(Your instructions) Extract all lines that hold "points" from the records below.

________________

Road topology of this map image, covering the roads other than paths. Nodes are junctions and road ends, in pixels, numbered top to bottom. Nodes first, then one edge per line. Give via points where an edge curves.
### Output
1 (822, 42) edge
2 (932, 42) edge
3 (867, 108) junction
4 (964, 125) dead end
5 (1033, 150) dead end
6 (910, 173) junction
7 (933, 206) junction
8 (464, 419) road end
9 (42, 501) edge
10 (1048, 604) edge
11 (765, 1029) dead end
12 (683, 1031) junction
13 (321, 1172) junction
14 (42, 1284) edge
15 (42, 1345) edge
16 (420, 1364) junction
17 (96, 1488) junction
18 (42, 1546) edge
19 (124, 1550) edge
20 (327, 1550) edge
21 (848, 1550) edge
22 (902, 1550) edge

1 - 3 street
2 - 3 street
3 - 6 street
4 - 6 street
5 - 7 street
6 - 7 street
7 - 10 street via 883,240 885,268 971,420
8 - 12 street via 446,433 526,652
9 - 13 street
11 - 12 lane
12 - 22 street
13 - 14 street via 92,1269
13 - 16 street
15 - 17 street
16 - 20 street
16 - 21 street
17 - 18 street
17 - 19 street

________________

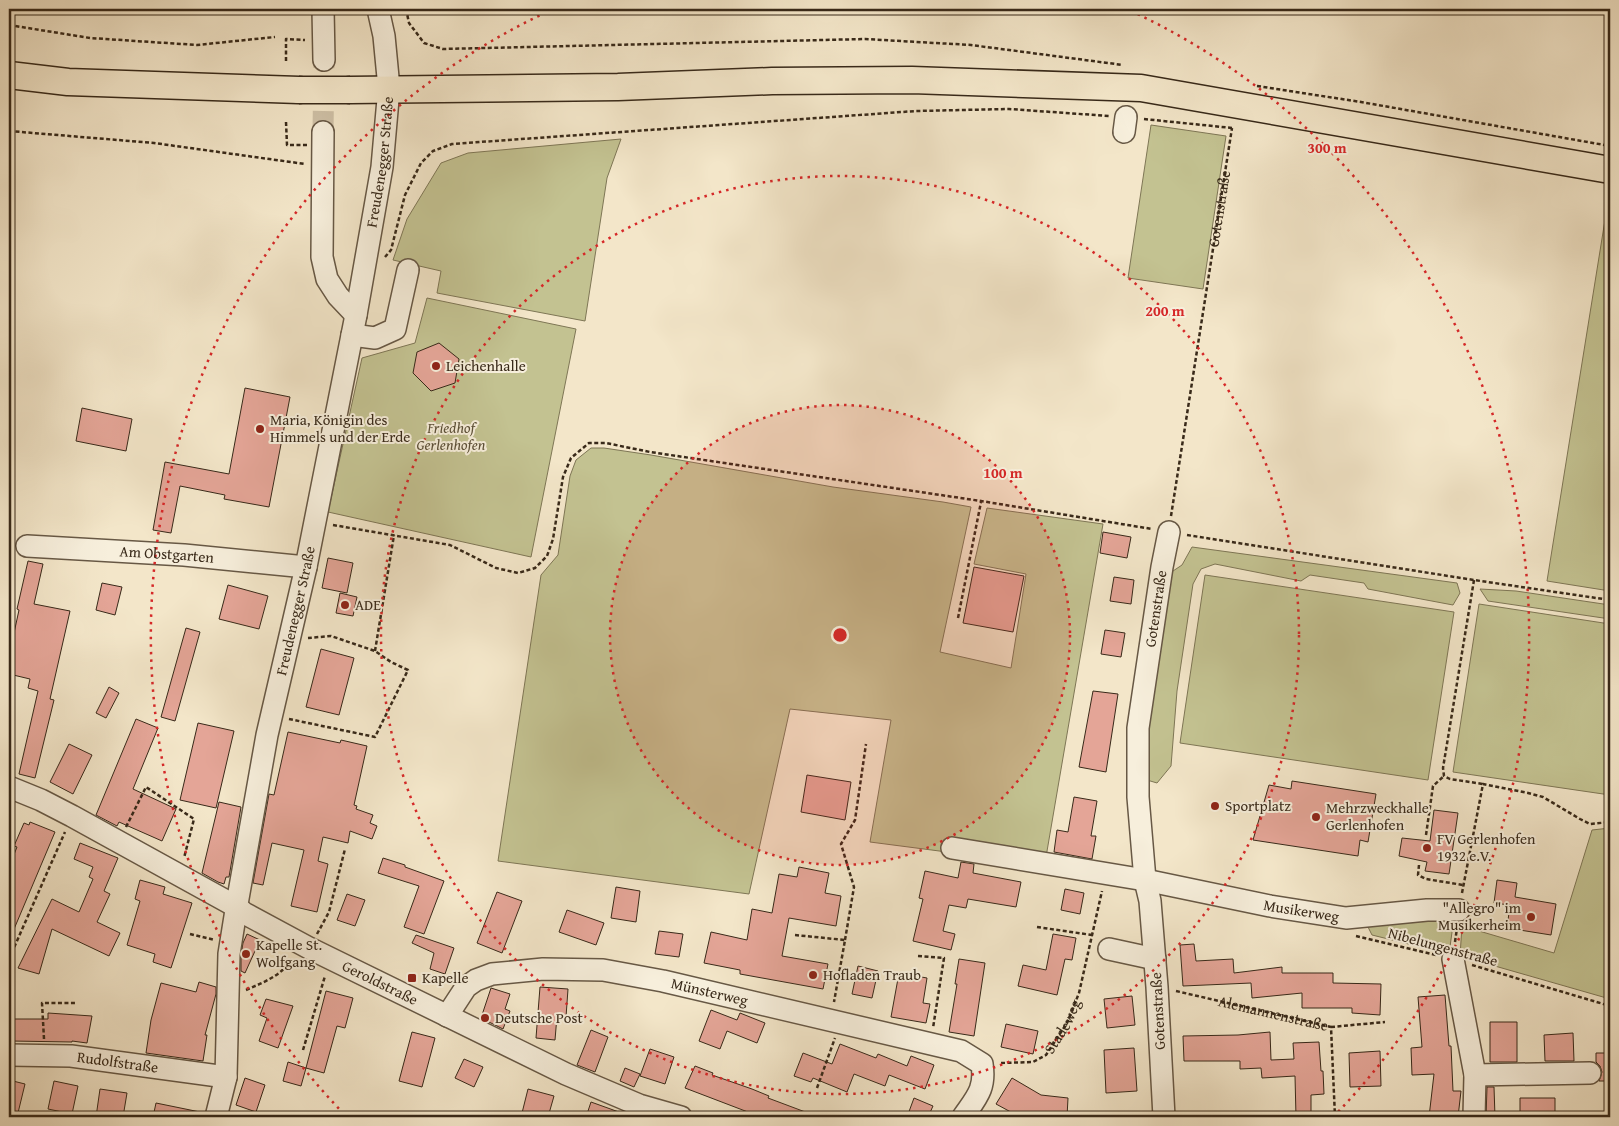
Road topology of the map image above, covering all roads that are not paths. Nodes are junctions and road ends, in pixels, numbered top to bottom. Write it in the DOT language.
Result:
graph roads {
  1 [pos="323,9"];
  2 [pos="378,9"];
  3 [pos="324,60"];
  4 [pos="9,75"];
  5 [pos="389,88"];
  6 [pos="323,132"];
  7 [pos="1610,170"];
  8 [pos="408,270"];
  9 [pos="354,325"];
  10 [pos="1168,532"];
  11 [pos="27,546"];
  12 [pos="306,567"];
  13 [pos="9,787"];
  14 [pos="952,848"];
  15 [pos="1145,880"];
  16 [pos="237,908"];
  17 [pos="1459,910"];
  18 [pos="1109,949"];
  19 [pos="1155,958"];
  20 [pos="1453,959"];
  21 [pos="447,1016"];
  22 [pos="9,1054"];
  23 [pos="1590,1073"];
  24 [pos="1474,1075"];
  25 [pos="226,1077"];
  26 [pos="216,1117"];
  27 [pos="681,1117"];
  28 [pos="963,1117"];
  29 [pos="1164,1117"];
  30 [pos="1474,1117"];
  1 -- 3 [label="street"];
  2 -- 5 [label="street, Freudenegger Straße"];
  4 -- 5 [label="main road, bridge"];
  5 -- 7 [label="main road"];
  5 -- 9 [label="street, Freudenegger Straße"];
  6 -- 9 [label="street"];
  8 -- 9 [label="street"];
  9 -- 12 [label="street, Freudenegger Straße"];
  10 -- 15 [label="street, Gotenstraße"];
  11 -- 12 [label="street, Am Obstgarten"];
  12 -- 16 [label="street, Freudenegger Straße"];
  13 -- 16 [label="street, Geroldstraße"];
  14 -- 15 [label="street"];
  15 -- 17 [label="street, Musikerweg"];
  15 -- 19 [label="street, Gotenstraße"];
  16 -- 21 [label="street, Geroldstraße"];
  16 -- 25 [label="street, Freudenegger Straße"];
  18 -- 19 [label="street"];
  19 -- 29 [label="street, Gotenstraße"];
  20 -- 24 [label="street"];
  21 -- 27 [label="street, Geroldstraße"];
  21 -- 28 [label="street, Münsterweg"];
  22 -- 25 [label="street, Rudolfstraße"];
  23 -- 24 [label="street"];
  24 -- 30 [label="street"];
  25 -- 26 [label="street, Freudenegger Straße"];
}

________________

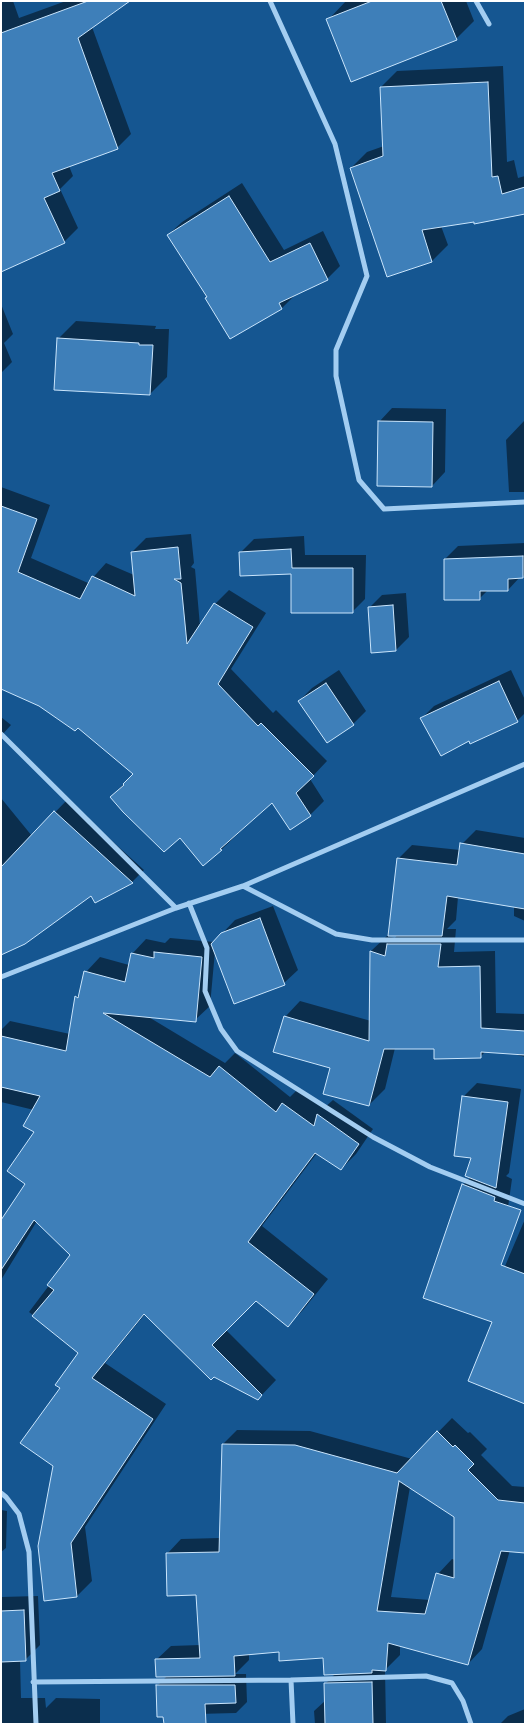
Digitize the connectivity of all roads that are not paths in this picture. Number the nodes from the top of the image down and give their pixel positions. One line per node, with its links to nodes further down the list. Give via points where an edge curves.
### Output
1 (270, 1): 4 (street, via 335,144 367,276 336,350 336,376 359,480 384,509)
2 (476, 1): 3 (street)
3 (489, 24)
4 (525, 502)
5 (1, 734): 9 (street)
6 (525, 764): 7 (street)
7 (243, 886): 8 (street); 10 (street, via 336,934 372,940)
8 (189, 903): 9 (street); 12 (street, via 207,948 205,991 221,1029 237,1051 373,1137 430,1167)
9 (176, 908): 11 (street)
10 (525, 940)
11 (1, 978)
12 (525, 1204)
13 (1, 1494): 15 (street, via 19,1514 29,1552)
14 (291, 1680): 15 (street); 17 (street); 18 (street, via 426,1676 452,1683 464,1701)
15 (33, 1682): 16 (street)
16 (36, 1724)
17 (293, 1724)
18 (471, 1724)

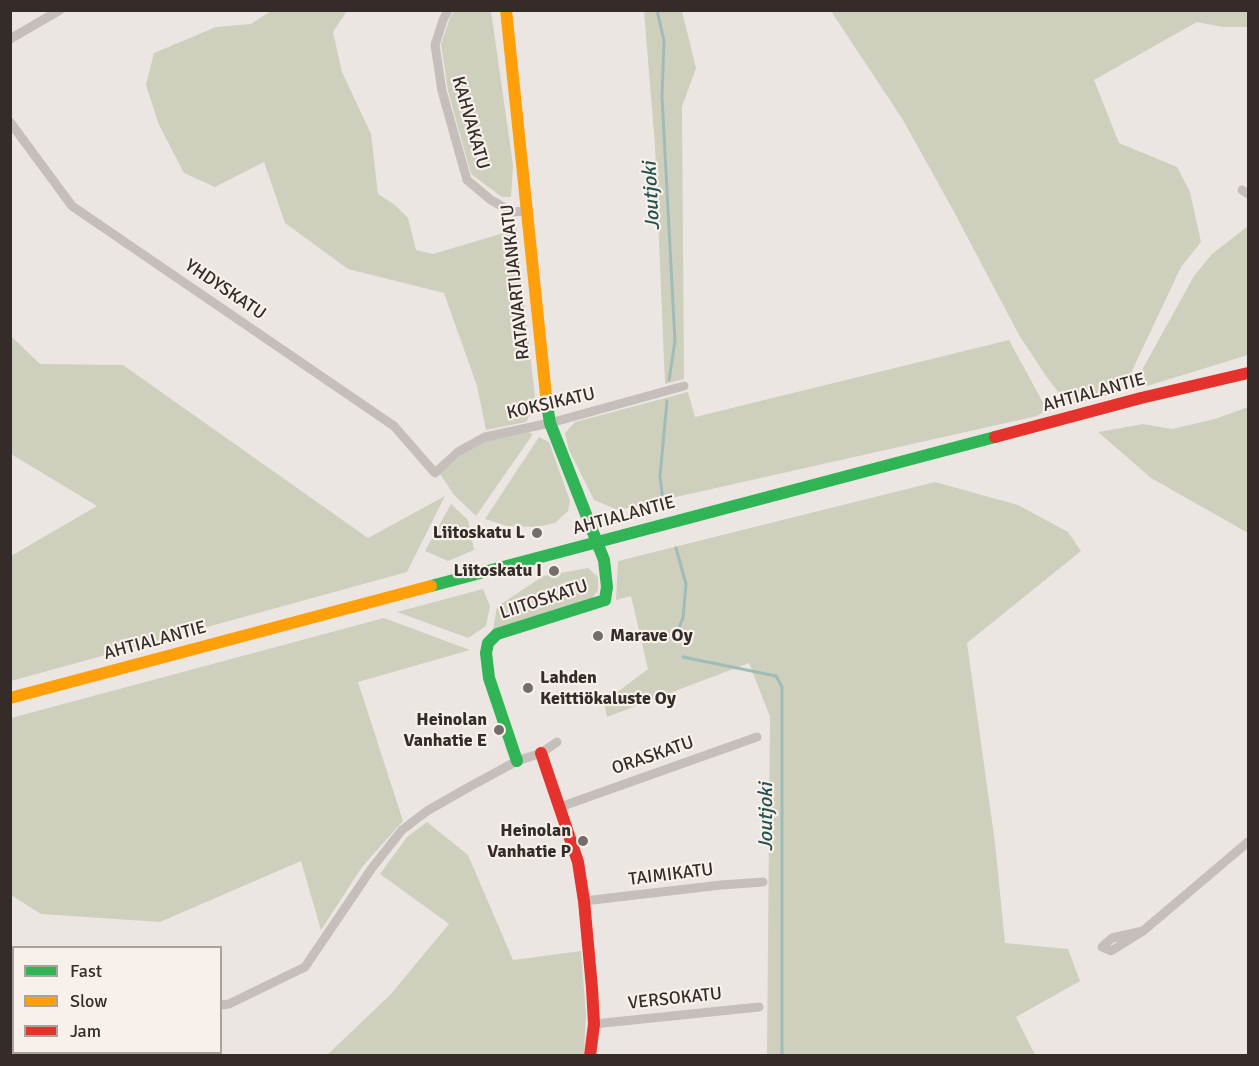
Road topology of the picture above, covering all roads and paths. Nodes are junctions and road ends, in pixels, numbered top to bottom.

________________

(Exercise solution)
Road topology of this map image, covering the roads other than paths. Nodes are junctions and road ends, in pixels, numbered top to bottom. Nodes first, then one edge per line. Give via points where an edge curves.
Digitize the connectivity of all roads that are not paths in this picture. Number the nodes from the top of the image down and give their pixel positions. One line per node, with its links to nodes further down the list. Give via points where an edge curves.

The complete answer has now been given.